# Introduction to J

I tried using j for some of my advent of code puzzles. I found it wasn’t totally suitable for a lot of the challenges, but I had fun learning about J nonetheless.

J is a declarative and functional array programming language. I like this quote from J’s new user guide:

J isn’t just another way to declare variables and write loops. J is a way of thinking big: describing an algorithm by looking at it as a whole and breaking it into its natural parts. You’re going to have to spend some time learning what those natural parts are. Your skill as a program designer will help, but it will be fighting against your learned tendency to think small.

But I won’t be giving an example of that. I’ll just show how some of J’s vocabulary works.

Here’s how to multiply two numbers in J:

``````       4 * 4
16``````

But let’s look at a silly way of doing the same multiplication:

``````       NB. note that comments in J start with NB., for nota bene
1
1
NB. commands read right to left.

NB. \$ is the reshape operator it will take the input and
NB. change it into an array with the size on the left.
4 \$ 1
1 1 1 1
NB. you can reshape to multiple dimensions
4 4 \$ 1
1 1 1 1
1 1 1 1
1 1 1 1
1 1 1 1
NB. now we have 4 * 4 = 16 ones above, we need to add them up.

NB. / is the insert operator.

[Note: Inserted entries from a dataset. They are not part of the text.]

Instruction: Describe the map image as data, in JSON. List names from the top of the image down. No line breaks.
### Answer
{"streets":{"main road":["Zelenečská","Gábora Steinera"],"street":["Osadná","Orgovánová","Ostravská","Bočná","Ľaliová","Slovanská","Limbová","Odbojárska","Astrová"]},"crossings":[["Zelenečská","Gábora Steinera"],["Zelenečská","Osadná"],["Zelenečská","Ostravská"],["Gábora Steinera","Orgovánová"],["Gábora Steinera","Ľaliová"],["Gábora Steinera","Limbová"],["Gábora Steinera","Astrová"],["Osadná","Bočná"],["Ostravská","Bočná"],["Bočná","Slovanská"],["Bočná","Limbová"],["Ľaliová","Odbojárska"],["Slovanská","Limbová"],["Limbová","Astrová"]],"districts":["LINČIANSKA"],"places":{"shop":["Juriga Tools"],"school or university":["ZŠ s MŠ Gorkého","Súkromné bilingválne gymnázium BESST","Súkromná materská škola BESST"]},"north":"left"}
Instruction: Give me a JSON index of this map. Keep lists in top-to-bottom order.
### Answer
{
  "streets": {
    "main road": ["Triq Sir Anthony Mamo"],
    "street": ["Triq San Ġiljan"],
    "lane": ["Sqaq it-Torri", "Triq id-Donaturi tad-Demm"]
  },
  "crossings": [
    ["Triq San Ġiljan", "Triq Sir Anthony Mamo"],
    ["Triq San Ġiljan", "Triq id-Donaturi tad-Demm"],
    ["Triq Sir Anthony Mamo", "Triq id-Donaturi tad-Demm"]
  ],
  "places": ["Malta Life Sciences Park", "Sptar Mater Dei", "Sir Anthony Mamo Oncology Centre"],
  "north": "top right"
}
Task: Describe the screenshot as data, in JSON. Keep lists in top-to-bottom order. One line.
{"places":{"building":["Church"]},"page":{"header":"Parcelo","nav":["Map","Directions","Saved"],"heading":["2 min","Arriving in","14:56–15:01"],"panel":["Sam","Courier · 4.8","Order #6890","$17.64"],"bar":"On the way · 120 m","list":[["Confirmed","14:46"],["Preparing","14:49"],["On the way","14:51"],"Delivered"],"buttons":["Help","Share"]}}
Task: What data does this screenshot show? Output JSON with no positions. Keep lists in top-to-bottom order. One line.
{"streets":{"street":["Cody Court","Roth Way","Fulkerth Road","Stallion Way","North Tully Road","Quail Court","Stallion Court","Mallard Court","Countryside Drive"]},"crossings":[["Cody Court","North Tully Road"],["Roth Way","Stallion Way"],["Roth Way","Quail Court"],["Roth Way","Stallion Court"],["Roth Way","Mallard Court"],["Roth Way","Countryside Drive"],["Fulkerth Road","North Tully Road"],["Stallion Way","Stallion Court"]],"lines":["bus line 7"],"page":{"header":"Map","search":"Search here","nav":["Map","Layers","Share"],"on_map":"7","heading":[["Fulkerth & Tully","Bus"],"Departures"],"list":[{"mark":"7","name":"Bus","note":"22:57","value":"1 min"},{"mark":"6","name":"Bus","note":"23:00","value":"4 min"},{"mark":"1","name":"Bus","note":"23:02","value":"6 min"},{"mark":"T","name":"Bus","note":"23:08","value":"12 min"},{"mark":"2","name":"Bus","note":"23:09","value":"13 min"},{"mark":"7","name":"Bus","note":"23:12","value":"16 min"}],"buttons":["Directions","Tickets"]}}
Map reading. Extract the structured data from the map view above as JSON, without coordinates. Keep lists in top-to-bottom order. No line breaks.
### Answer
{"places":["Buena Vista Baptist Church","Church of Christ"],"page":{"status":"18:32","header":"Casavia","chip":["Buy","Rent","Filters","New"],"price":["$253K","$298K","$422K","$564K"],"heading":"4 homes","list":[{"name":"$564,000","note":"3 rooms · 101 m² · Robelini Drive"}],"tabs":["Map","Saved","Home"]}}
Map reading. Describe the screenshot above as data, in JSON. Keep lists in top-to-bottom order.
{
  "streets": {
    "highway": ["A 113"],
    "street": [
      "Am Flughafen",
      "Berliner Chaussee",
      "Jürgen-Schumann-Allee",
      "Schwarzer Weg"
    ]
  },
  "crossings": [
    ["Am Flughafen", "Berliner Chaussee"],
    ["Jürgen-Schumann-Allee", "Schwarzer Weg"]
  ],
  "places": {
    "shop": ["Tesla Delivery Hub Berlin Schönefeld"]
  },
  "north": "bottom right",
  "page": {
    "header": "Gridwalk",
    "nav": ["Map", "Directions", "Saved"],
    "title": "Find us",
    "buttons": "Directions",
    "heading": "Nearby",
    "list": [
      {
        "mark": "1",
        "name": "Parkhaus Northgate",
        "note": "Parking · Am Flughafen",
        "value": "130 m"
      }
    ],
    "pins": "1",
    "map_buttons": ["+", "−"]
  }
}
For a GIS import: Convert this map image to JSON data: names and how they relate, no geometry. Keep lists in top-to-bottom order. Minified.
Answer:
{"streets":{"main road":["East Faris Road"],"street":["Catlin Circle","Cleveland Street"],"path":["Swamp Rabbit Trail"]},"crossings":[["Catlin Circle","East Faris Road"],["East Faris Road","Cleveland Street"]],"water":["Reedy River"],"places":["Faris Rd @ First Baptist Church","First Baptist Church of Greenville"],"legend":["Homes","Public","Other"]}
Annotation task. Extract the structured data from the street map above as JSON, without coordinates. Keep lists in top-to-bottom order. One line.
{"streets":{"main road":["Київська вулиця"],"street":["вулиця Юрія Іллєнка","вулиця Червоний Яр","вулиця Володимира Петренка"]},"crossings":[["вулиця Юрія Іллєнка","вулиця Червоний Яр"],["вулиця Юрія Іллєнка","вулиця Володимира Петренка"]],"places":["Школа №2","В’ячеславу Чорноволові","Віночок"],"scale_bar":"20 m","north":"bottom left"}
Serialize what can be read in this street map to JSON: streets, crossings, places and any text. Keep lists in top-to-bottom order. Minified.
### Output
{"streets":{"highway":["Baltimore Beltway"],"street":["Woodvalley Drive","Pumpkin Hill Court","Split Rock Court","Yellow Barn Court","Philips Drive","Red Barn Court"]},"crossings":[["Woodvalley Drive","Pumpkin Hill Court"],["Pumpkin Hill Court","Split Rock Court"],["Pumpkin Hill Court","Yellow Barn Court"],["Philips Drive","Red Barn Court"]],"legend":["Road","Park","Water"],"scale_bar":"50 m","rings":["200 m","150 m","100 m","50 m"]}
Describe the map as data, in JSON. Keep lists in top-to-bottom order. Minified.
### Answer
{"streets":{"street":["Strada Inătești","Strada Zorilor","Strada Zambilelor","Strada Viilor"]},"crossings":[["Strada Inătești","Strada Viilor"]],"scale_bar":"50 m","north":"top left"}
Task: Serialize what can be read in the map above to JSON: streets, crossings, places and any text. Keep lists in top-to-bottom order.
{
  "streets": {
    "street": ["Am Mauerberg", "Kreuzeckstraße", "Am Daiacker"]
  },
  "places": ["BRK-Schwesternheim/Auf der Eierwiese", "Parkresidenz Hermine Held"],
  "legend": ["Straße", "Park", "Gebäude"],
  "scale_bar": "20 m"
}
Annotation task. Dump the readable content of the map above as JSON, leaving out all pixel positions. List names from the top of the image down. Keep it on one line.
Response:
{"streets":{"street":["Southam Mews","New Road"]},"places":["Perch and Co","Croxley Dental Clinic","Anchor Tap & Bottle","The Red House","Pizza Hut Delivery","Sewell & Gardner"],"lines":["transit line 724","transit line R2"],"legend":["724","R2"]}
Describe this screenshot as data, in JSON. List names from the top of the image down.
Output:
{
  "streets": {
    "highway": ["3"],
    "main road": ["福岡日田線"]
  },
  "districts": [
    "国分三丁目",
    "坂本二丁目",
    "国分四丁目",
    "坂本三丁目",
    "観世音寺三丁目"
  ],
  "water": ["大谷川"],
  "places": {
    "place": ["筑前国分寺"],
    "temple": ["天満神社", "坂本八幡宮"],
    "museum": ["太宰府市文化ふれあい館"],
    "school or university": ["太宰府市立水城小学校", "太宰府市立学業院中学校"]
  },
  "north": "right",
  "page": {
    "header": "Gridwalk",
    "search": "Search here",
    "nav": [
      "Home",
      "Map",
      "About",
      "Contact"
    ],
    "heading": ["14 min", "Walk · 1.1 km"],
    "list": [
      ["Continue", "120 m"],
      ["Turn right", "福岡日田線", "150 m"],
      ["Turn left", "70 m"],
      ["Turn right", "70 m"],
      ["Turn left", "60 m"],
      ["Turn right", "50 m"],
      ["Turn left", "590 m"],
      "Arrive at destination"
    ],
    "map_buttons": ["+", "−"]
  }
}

It adds it's left operand between
NB. everything in the right operand.
NB. So this shows the sum of all of the columns:
+ / 4 4 \$ 1
4 4 4 4
NB. So, to get the result of 4 * 4, we need to apply the + insert twice:
+ / + / 4 4 \$ 1
16``````

Now, let’s imagine Guass knew J when he was in school, he could have done this:

``````       +/ 1 + i.100
5050``````

Which probably isn’t as fun as the original story.

And for day of of 2017 advent of code, the question was very well suited for J. It gives you a 16 x 16 array of numbers, and asks for the sum of the max of each column minus the minus of each column. So in J, that was:

``````    e =: 790 ... NB. tonnes of numbers
NB. reshape the input.
f =: 16 16 \$ e

NB. insert the minimum into the list
max =: >./
NB. insert the maximum into the list
min =: <./

NB. sum of maxes minus mins. (|: is transpose)
+/ (max |: f - min |: f) NB. answer``````

And that’s it. I really love J but I doubt I’ll get any chance to use it professionally.